In ZFC, does there exist an uncountable set of reals $A$ such that for every closed measure zero set of reals $B$, we have that $ A + B = \{a+b : a \in A, b \in B\} \neq \mathbb{R}$?

This question is motivated from the results in the following paper.

Note that under CH, there are such sets (Lusin/Sierpinski sets) and a model where every such set is countable must satisfy the Borel and the dual-Borel conjecture.

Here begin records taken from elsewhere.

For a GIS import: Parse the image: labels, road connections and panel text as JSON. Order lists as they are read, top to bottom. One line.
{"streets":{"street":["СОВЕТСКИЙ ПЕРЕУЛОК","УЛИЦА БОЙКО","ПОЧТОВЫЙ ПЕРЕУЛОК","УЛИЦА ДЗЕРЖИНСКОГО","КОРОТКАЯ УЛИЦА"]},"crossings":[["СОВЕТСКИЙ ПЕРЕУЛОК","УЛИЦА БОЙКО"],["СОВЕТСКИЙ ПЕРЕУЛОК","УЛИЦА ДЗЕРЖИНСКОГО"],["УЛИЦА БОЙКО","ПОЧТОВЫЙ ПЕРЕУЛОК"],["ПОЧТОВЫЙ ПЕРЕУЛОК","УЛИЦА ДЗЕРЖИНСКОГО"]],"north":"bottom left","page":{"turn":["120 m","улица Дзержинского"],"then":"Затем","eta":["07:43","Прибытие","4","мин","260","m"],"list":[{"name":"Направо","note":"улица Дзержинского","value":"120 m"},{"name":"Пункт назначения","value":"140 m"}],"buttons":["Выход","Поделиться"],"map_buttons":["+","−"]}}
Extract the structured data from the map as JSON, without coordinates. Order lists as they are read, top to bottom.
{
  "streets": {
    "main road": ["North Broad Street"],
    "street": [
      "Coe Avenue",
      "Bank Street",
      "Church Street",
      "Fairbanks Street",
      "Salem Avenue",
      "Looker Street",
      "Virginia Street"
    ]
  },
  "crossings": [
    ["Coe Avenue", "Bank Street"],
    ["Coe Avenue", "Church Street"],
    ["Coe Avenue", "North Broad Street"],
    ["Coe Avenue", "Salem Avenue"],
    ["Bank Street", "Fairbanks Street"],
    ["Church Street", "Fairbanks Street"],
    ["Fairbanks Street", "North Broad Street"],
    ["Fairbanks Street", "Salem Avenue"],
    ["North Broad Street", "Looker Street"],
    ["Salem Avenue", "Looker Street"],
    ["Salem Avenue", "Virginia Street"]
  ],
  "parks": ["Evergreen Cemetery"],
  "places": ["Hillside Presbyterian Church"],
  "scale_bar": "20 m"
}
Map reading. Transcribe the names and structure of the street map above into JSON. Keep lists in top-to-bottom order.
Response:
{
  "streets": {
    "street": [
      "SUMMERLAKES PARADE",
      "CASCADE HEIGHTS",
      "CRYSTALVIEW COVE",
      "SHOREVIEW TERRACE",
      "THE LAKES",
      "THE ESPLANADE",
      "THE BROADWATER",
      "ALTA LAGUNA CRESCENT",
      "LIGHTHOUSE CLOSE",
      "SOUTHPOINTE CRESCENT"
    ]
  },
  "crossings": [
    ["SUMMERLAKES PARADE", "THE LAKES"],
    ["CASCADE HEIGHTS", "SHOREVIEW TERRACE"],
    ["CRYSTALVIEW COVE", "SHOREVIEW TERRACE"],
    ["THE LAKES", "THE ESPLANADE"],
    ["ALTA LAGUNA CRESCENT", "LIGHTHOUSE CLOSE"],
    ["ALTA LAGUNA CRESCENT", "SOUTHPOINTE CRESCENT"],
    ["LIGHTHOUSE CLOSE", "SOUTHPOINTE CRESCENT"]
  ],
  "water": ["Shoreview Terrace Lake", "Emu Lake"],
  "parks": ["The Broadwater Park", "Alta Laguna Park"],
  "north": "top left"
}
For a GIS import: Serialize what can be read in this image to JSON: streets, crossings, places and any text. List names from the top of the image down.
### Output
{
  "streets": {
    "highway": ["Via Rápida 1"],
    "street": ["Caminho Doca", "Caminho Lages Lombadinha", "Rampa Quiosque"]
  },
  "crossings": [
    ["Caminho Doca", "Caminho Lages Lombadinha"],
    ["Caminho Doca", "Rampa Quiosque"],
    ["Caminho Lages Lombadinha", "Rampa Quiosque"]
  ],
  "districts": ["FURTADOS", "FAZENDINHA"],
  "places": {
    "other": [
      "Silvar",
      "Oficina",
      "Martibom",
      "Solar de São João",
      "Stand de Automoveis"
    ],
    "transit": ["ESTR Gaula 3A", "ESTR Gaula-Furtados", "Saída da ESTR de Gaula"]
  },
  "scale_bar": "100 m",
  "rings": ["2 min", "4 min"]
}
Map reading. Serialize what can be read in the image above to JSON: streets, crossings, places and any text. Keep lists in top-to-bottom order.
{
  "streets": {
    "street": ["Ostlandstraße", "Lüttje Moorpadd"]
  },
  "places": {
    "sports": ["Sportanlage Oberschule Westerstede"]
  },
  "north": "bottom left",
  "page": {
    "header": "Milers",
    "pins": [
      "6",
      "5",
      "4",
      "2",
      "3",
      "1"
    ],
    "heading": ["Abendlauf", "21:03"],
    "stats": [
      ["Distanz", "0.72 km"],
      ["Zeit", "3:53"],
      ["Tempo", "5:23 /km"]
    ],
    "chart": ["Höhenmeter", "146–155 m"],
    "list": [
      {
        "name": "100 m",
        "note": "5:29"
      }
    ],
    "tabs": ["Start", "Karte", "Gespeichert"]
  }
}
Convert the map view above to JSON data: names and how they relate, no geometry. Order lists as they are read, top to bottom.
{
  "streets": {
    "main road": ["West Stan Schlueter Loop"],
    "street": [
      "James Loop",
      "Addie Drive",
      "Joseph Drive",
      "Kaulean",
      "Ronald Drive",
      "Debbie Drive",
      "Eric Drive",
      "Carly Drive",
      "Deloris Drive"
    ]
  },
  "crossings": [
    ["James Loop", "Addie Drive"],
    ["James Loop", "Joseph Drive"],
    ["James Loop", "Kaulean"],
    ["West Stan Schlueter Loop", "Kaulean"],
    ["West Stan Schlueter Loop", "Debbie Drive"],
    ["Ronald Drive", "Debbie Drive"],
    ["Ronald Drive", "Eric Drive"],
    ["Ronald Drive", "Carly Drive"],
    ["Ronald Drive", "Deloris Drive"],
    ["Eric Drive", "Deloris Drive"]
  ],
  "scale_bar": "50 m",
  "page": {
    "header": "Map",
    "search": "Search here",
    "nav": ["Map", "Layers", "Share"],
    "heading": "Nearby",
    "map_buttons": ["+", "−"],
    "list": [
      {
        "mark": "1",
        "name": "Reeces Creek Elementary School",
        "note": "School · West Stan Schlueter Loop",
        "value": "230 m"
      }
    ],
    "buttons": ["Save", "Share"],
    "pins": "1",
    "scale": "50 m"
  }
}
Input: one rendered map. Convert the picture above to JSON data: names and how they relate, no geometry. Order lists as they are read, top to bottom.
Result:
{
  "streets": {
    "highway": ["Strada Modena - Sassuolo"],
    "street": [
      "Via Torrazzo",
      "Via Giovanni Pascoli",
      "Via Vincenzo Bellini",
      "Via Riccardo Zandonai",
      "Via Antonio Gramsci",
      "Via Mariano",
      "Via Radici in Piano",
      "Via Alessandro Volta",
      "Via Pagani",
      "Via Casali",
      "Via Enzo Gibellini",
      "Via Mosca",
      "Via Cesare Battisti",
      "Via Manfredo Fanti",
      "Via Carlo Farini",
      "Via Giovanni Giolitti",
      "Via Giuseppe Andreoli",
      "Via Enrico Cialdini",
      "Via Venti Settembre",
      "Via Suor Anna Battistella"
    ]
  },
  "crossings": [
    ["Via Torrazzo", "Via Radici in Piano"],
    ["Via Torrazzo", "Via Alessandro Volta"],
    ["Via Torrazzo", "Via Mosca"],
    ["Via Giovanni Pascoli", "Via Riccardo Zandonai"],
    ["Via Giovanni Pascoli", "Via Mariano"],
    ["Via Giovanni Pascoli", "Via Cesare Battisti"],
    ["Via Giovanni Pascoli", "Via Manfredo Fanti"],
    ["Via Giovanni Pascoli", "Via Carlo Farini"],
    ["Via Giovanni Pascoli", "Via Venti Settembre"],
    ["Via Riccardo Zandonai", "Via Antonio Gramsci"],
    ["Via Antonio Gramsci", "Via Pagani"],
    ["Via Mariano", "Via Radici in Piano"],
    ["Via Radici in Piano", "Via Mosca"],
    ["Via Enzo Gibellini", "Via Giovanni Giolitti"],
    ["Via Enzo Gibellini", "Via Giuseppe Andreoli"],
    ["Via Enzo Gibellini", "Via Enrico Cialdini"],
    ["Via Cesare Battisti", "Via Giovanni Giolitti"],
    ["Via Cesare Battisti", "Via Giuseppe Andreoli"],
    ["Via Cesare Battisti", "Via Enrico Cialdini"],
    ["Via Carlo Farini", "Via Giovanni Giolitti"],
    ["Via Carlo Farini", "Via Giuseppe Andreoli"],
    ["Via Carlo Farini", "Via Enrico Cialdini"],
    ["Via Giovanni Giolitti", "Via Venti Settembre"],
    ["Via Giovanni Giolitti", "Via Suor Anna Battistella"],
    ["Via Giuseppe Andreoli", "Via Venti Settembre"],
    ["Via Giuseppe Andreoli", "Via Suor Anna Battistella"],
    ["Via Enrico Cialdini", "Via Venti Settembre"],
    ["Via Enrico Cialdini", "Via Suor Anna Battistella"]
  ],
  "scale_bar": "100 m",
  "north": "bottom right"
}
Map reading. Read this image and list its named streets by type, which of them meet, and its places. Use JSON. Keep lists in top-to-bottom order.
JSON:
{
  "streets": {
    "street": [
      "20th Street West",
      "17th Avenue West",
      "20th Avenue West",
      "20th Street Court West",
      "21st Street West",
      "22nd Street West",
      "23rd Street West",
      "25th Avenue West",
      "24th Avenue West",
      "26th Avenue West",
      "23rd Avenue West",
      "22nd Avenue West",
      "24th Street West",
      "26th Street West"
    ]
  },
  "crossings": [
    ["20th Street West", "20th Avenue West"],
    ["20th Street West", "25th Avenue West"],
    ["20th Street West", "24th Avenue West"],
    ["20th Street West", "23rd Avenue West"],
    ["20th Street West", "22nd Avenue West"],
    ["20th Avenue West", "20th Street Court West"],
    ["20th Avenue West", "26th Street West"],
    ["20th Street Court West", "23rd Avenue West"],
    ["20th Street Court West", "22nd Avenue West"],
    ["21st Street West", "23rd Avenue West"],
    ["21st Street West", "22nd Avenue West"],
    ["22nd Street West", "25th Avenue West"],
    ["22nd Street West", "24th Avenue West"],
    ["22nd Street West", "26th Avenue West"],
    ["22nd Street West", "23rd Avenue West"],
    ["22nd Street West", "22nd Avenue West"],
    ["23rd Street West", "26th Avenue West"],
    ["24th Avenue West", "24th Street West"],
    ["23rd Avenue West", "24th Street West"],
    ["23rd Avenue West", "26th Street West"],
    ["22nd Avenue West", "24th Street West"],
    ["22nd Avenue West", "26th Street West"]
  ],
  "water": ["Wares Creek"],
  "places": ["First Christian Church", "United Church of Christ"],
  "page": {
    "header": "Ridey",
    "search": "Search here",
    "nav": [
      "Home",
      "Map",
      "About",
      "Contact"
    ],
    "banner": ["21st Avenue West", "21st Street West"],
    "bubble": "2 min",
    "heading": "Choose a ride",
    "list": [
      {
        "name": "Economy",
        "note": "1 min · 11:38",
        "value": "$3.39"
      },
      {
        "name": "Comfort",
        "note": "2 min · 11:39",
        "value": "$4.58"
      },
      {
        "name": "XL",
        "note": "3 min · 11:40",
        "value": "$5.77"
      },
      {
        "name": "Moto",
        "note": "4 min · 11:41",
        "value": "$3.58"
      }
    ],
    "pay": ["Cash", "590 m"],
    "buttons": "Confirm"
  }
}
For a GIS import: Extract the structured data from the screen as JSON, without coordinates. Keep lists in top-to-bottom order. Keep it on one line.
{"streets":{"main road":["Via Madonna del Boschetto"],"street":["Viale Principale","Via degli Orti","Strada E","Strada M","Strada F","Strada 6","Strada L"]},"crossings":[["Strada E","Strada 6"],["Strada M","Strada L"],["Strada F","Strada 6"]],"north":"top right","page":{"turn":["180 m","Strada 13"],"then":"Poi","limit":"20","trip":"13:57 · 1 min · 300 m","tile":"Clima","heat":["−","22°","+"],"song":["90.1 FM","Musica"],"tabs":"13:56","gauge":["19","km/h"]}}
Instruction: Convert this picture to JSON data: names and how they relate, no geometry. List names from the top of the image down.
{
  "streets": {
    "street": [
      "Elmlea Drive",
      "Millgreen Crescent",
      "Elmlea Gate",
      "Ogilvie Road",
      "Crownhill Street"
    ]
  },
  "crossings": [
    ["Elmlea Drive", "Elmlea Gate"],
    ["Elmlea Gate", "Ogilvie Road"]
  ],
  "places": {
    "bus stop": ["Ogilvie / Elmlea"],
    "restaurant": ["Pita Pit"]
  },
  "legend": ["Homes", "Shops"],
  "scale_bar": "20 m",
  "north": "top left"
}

The fact that Sierpinski sets are strongly meager is due to Pawlikowsi. A more general result appears in Pawlikowski, Strongly meager sets and subsets of plane, Fundamenta Math., 156, 1998. Lusin sets are strongly null because for any sequence $\langle \epsilon_n : n \geq 1 \rangle$, the set $\bigcup \{(r_n - \epsilon_{2n}, r_n + \epsilon_{2n}) : n \geq 1\}$ , where $r_n$'s run over all rationals, covers all but countably many points in the Lusin set. Finally, if there is no uncountable set $A$ as above, then there cannot be any uncountable strongly meager/null set because if $A$ is uncountable strongly meager/null set then $A + B \neq \mathbb{R}$ for any $B$ which is both meager and null.